2) En su artículo, “Nombrando el
huracán” (Diario de Cuba, 12 de marzo
de 2012), sobre Waldo Frank, Rojas escribe: “Por ejemplo, la visión de la
cultura popular cubana del escritor newyorkino era muy parecida que (sic) la
que se pondría en evidencia en el mismo año de 1961 con la censura del film PM
de Sabá Cabrera Infante y Orlando Jiménez Leal y el cierre de Lunes de
Revolución. / En un paseo por la playa con Nicolás Guillén, "el más
grande de los poetas afrocubanos, quien ha puesto en los feroces moldes
rítmicos de sus antepasados una apasionada substancia viviente
contemporánea", Frank observa una conga que asocia con la decadencia y la
frustración. Lo mismo dice de la cantante La Lupe, a quien llama "Lupe la
Loca", quien canta en un "club nocturno de La Habana y se arroja en
orgasmo de movimientos" y "habla a una Cuba decadente cuyos sentidos
explosivos expresan frustración". En mi libro Palabras de trasfondo, glosé ese pasaje de Waldo Frank, justamente
en la parte dedicada a la censura de P.M. (p.76-77) Dice Rojas en La vanguardia peregrina: “Como Casal,
Sarduy era capaz de ver caer nieve en La Habana […]”(p.61). En Palabras del trasfondo, escribí: “La
nieve cayendo en La Habana, al final de De
donde son los cantantes, ¿no venía, de alguna manera, a cumplir aquel sueño
decadentista que hizo a Casal llamar Nieve
a uno de sus libros?” (p.143) Ahora bien, no estoy diciendo ni sugiriendo que
Rojas me haya copiado; esas asociaciones se le pueden haber ocurrido a él por
su propia cuenta, pues no tienen mucho de original.
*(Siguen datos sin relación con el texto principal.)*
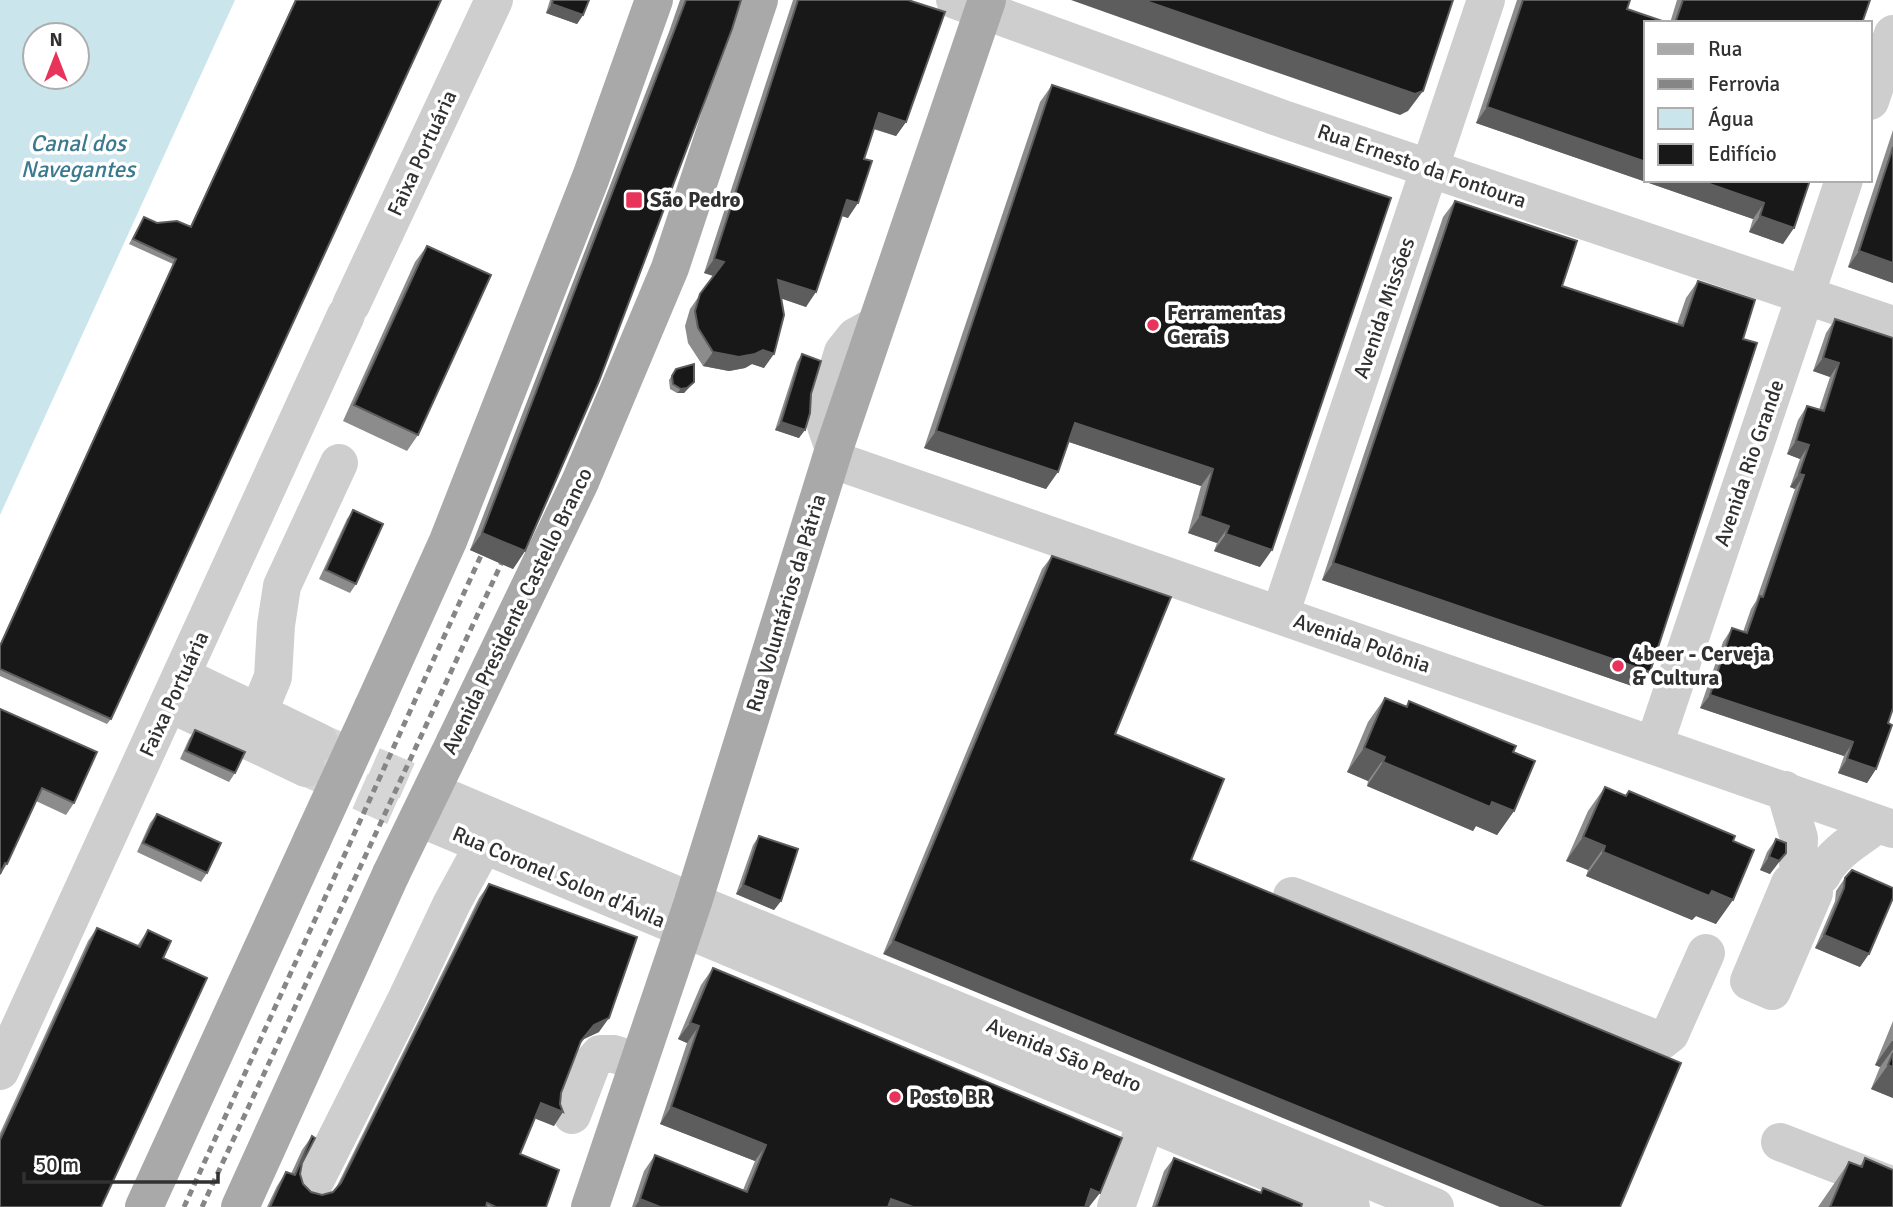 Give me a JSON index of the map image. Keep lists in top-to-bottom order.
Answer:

De hecho, la similitud la
nieve de Casal y la de Sarduy seguramente ha sido señalada por algún crítico
mucho antes que yo; y quizás también la relación entre la escena de Waldo Frank
y la censura de P.M., aunque ese
libro de Waldo Frank es menos conocido que Casal y son menos los que han
escrito sobre P.M. que los que han escrito sobre Sarduy.